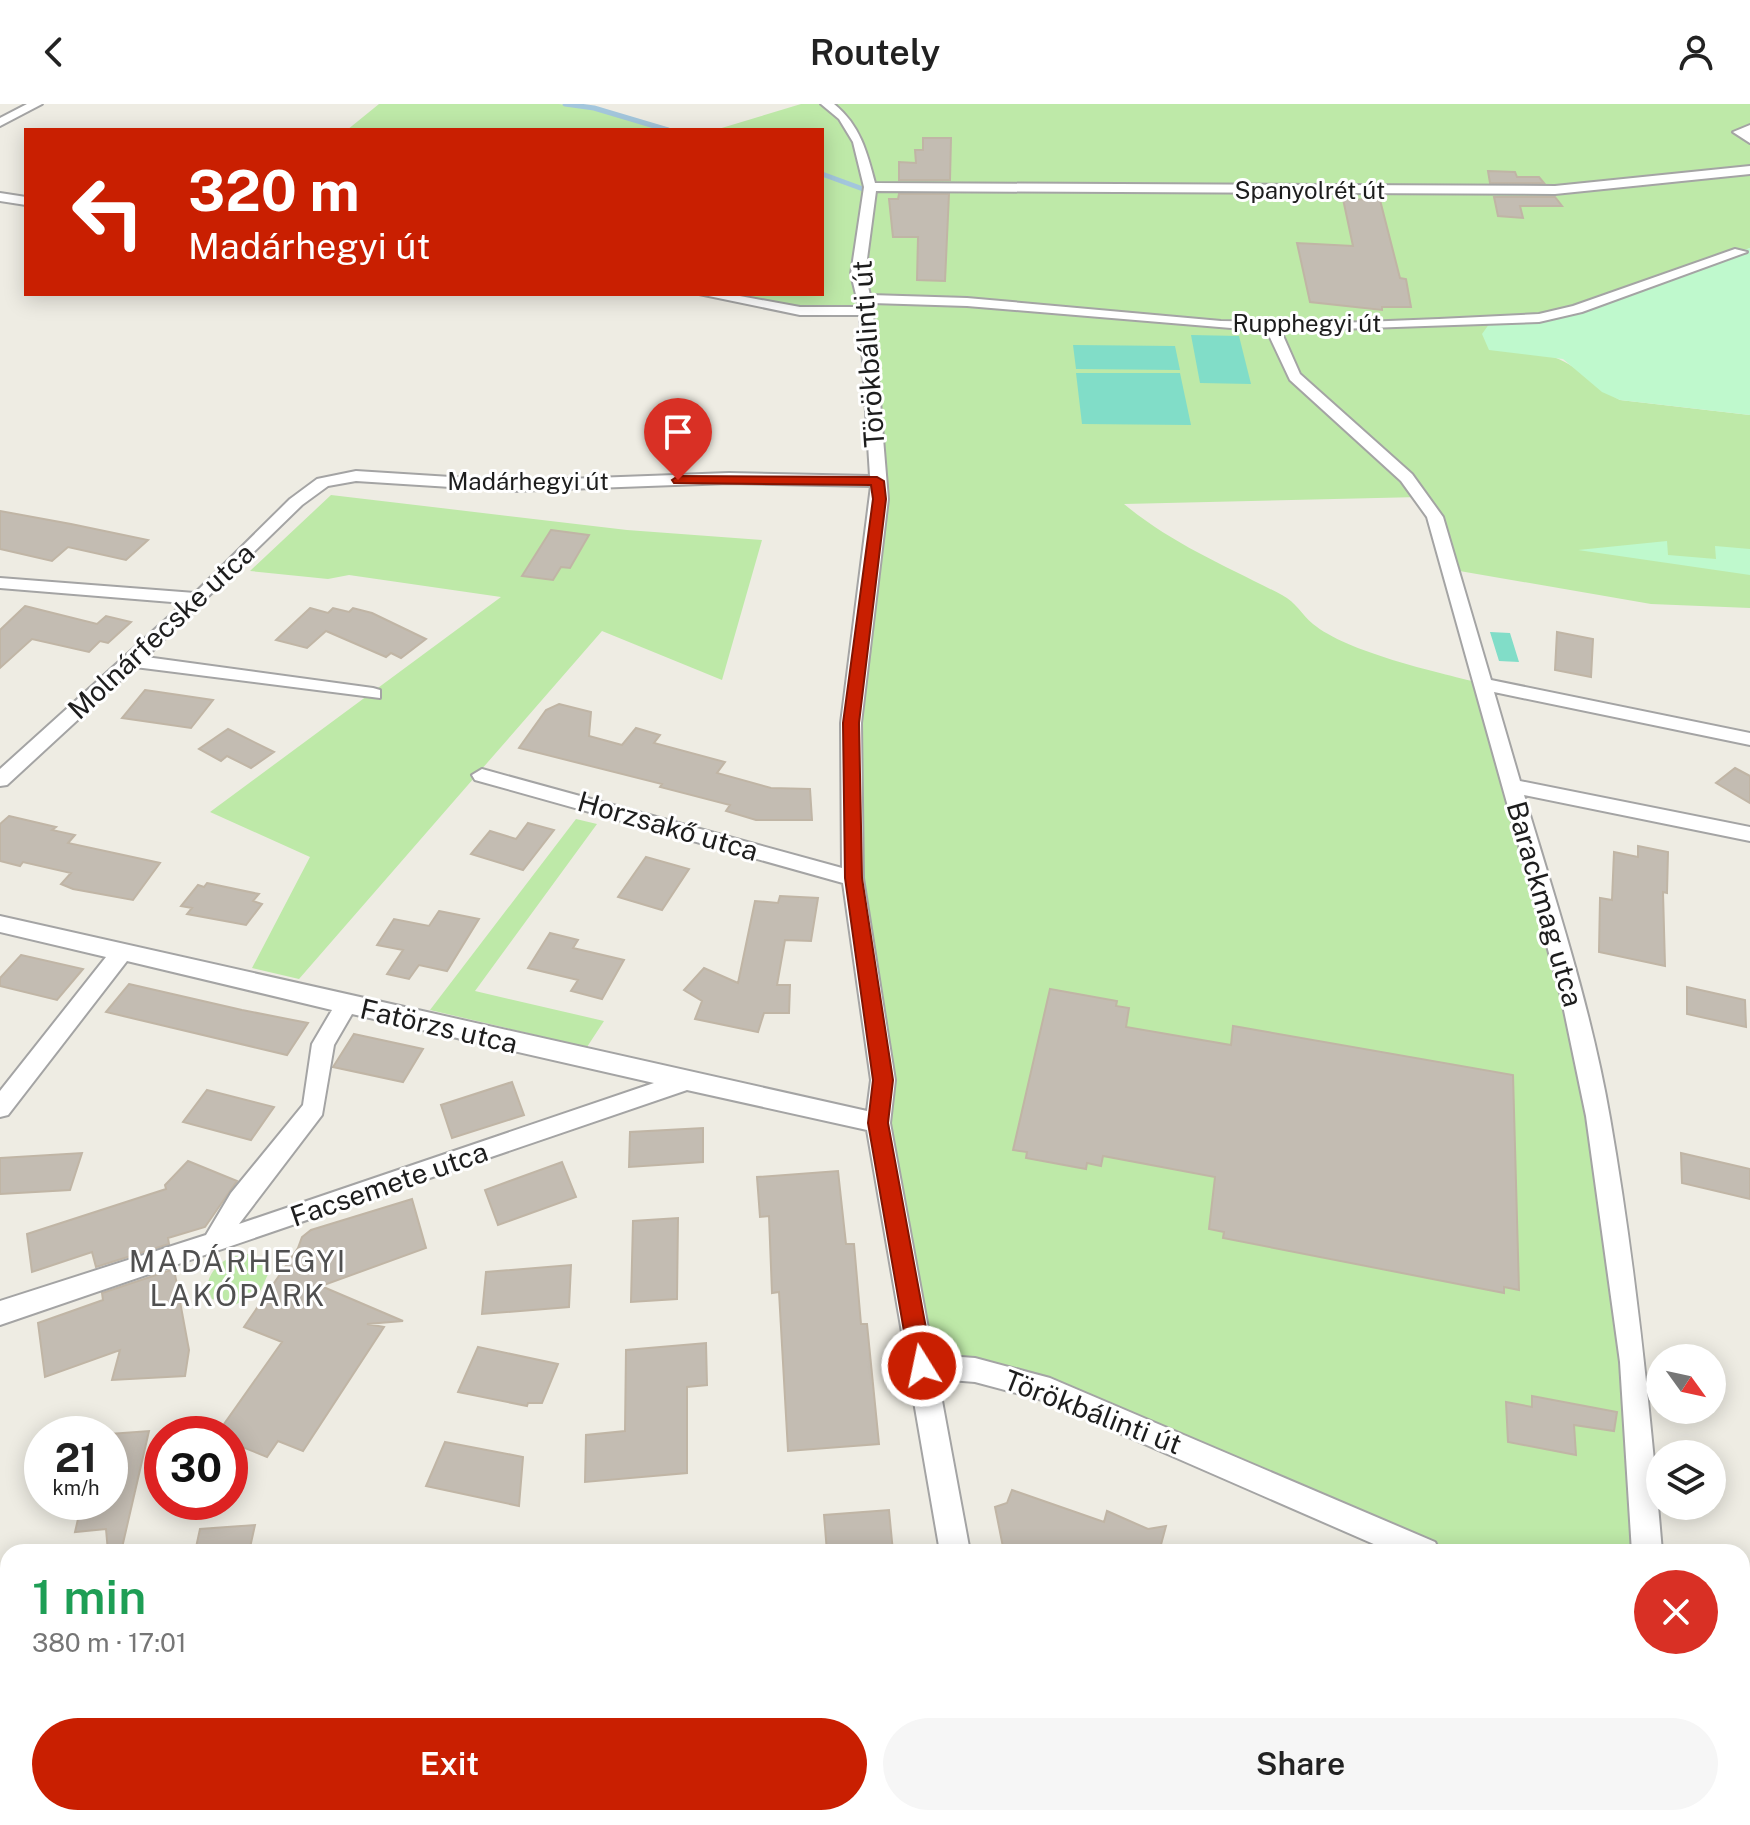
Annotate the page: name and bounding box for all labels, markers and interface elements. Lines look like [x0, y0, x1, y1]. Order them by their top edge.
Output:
icon: back [32, 30, 76, 74]
icon: person [1674, 30, 1718, 74]
text: Routely [810, 31, 940, 73]
text: 320 m [188, 158, 360, 224]
icon: left [56, 160, 160, 264]
street label: Spanyolrét út [1235, 176, 1385, 204]
text: Madárhegyi út [188, 225, 430, 267]
street label: Törökbálinti út [844, 259, 891, 449]
street label: Rupphegyi út [1233, 309, 1381, 337]
pin [644, 398, 712, 480]
icon: arrive [656, 410, 700, 454]
street label: Madárhegyi út [447, 467, 609, 495]
street label: Molnárfecske utca [61, 536, 261, 725]
street label: Horzsakő utca [574, 784, 762, 867]
street label: Barackmag utca [1500, 797, 1591, 1010]
street label: Fatörzs utca [357, 991, 521, 1060]
street label: Facsemete utca [286, 1134, 492, 1233]
district label: MADÁRHEGYI LAKÓPARK [129, 1243, 347, 1313]
position arrow [880, 1324, 964, 1408]
north arrow [1646, 1344, 1726, 1424]
map controls [1646, 1344, 1726, 1520]
street label: Törökbálinti út [1000, 1363, 1187, 1461]
speed limit sign: 30 [144, 1416, 248, 1520]
text: 21 [55, 1434, 97, 1481]
button: layers [1646, 1440, 1726, 1520]
text: km/h [52, 1476, 100, 1500]
text: 1 min [32, 1568, 146, 1625]
button: close [1634, 1570, 1718, 1654]
text: 380 m · 17:01 [32, 1627, 187, 1658]
button: Exit [32, 1718, 867, 1810]
button: Share [883, 1718, 1718, 1810]

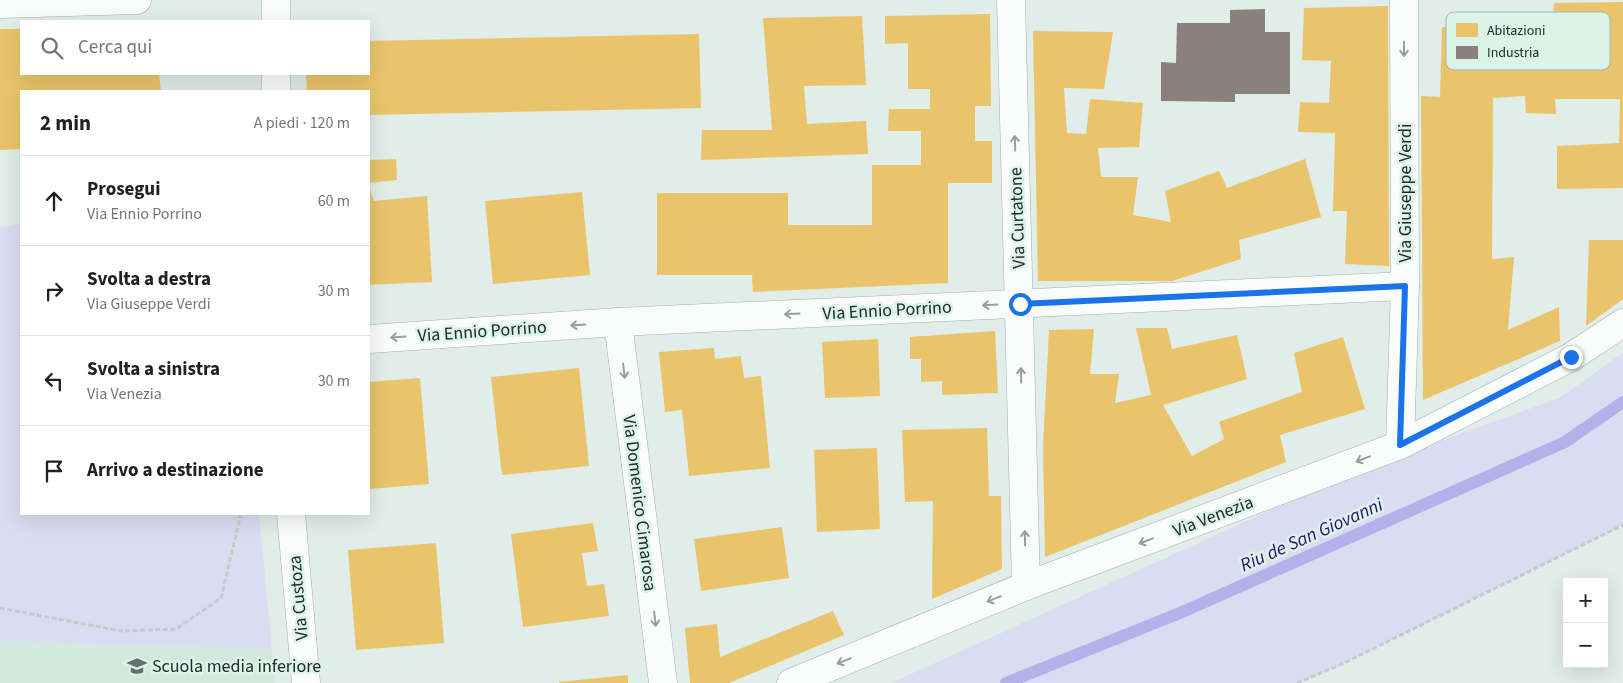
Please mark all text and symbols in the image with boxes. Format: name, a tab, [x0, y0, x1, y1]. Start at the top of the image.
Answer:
legend	[1446, 12, 1610, 70]
search box	[20, 20, 370, 75]
text: Abitazioni	[1487, 21, 1545, 41]
icon: search	[38, 34, 66, 62]
text: Cerca qui	[78, 34, 152, 61]
one-way arrow	[1399, 40, 1409, 56]
text: Industria	[1487, 43, 1539, 63]
text: 2 min	[40, 108, 91, 138]
text: A piedi · 120 m	[254, 112, 350, 134]
street label: Via Giuseppe Verdi	[1393, 123, 1418, 263]
one-way arrow	[1011, 135, 1020, 151]
street label: Via Curtatone	[1003, 167, 1032, 269]
text: Prosegui	[87, 176, 160, 203]
icon: ahead	[40, 187, 68, 215]
text: 60 m	[318, 190, 350, 212]
text: Via Ennio Porrino	[87, 203, 202, 225]
text: Svolta a destra	[87, 266, 211, 293]
icon: right	[40, 277, 68, 305]
text: 30 m	[318, 280, 350, 302]
text: Via Giuseppe Verdi	[87, 293, 211, 315]
route start	[1009, 293, 1032, 316]
street label: Via Ennio Porrino	[822, 295, 952, 326]
one-way arrow	[982, 301, 998, 310]
one-way arrow	[785, 310, 801, 319]
street label: Via Ennio Porrino	[417, 315, 547, 348]
one-way arrow	[570, 320, 586, 330]
one-way arrow	[390, 332, 406, 341]
route end	[1560, 346, 1583, 369]
text: Svolta a sinistra	[87, 356, 220, 383]
one-way arrow	[619, 362, 629, 378]
icon: left	[40, 367, 68, 395]
one-way arrow	[1016, 367, 1026, 384]
text: 30 m	[318, 370, 350, 392]
text: Via Venezia	[87, 383, 162, 405]
street label: Via Domenico Cimarosa	[616, 413, 663, 593]
one-way arrow	[1356, 455, 1372, 464]
icon: arrive	[40, 457, 68, 485]
text: Arrivo a destinazione	[87, 457, 264, 484]
street label: Via Venezia	[1169, 490, 1257, 543]
water label: Riu de San Giovanni	[1236, 492, 1388, 579]
one-way arrow	[1020, 530, 1030, 546]
one-way arrow	[1139, 537, 1154, 546]
street label: Via Custoza	[282, 554, 315, 642]
map controls	[1563, 578, 1608, 668]
button: +	[1563, 578, 1608, 623]
one-way arrow	[987, 595, 1002, 605]
one-way arrow	[650, 610, 660, 626]
button: −	[1563, 623, 1608, 668]
place label: Scuola media inferiore	[152, 654, 321, 679]
school or university icon: Scuola media inferiore	[126, 655, 148, 677]
one-way arrow	[837, 657, 852, 667]

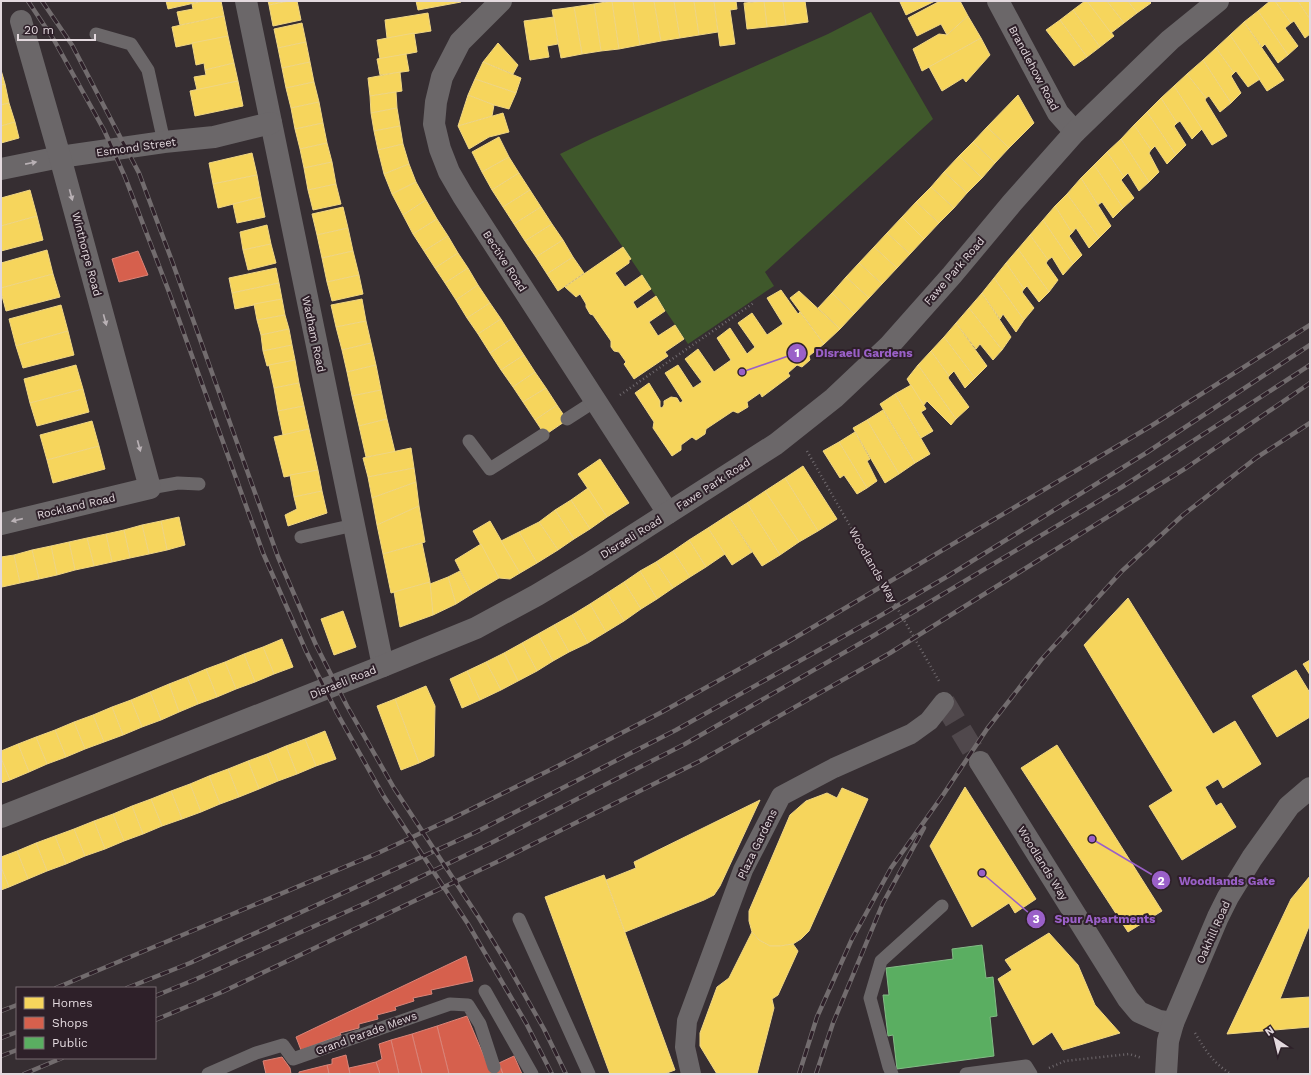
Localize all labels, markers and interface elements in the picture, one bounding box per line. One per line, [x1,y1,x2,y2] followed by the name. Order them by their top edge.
[18,16,95,42] scale bar
[24,23,54,37] text: 20 m
[1006,24,1061,113] street label: Brandlehow Road
[95,135,177,160] street label: Esmond Street
[25,160,37,166] one-way arrow
[68,189,74,201] one-way arrow
[69,211,104,298] street label: Winthorpe Road
[480,228,529,294] street label: Bective Road
[921,235,987,308] street label: Fawe Park Road
[299,295,328,373] street label: Wadham Road
[102,314,108,327] one-way arrow
[787,341,920,365] callout: Disraeli Gardens
[794,346,800,360] text: 1
[815,346,913,360] text: Disraeli Gardens
[136,440,142,452] one-way arrow
[674,456,753,513] street label: Fawe Park Road
[36,491,117,522] street label: Rockland Road
[598,513,665,562] street label: Disraeli Road
[11,518,23,524] one-way arrow
[846,525,900,605] street label: Woodlands Way
[308,663,378,702] street label: Disraeli Road
[735,807,780,881] street label: Plaza Gardens
[1015,824,1071,903] street label: Woodlands Way
[1151,868,1283,892] callout: Woodlands Gate
[1157,874,1165,888] text: 2
[1179,874,1275,888] text: Woodlands Gate
[1194,899,1233,966] street label: Oakhill Road
[1026,907,1163,931] callout: Spur Apartments
[1032,912,1040,926] text: 3
[1055,912,1156,926] text: Spur Apartments
[16,987,156,1059] legend
[52,996,93,1010] text: Homes
[314,1009,419,1058] street label: Grand Parade Mews
[52,1016,88,1030] text: Shops
[1255,1019,1295,1059] north arrow
[1262,1024,1277,1039] text: N
[52,1036,88,1050] text: Public

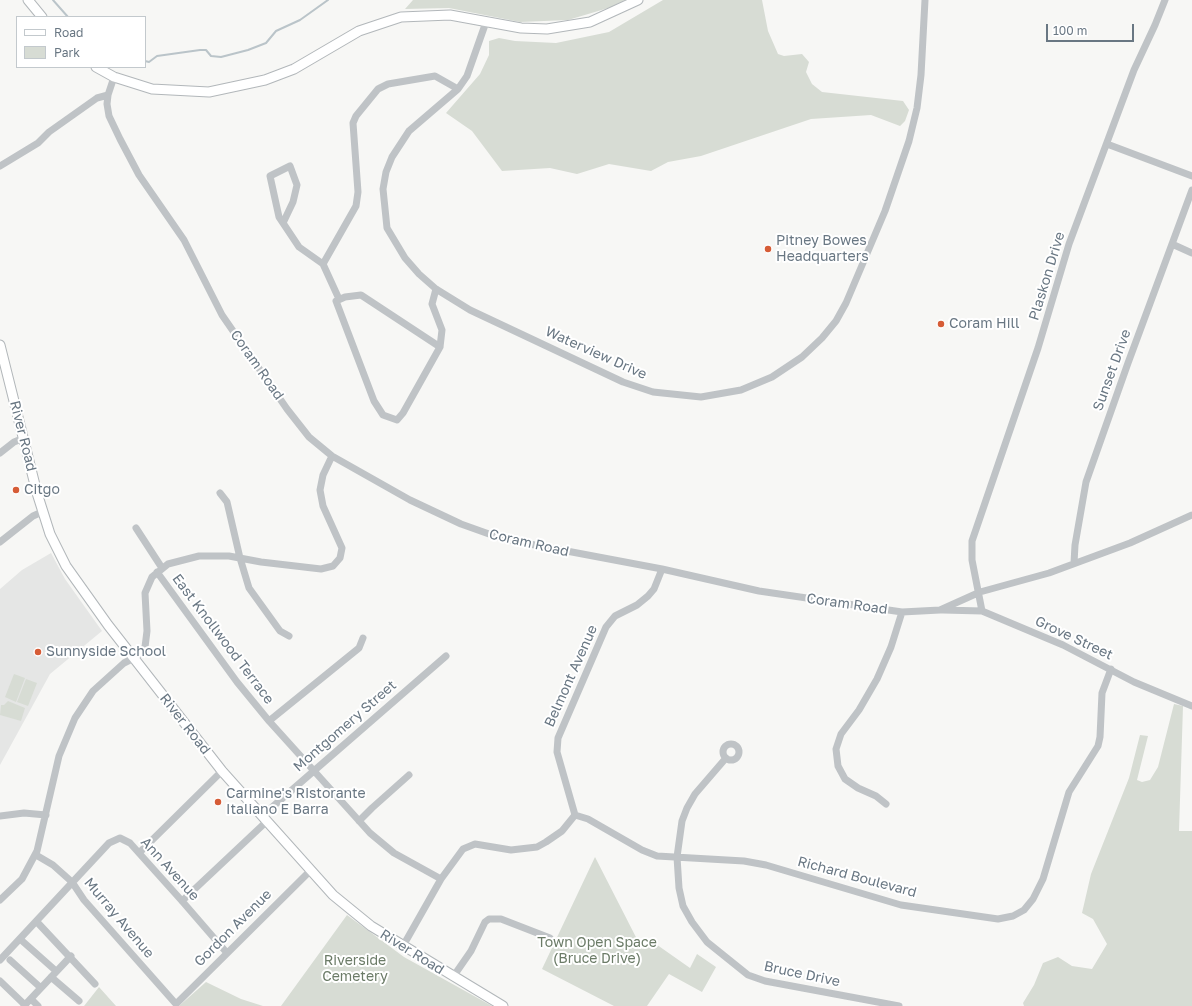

YOUR OBJECTIVE
From the records above, return each line where "Venezia" occurs.

RESPONSE TO THE EXERCISE
text: Via Venezia	[87, 383, 162, 405]
street label: Via Venezia	[1169, 490, 1257, 543]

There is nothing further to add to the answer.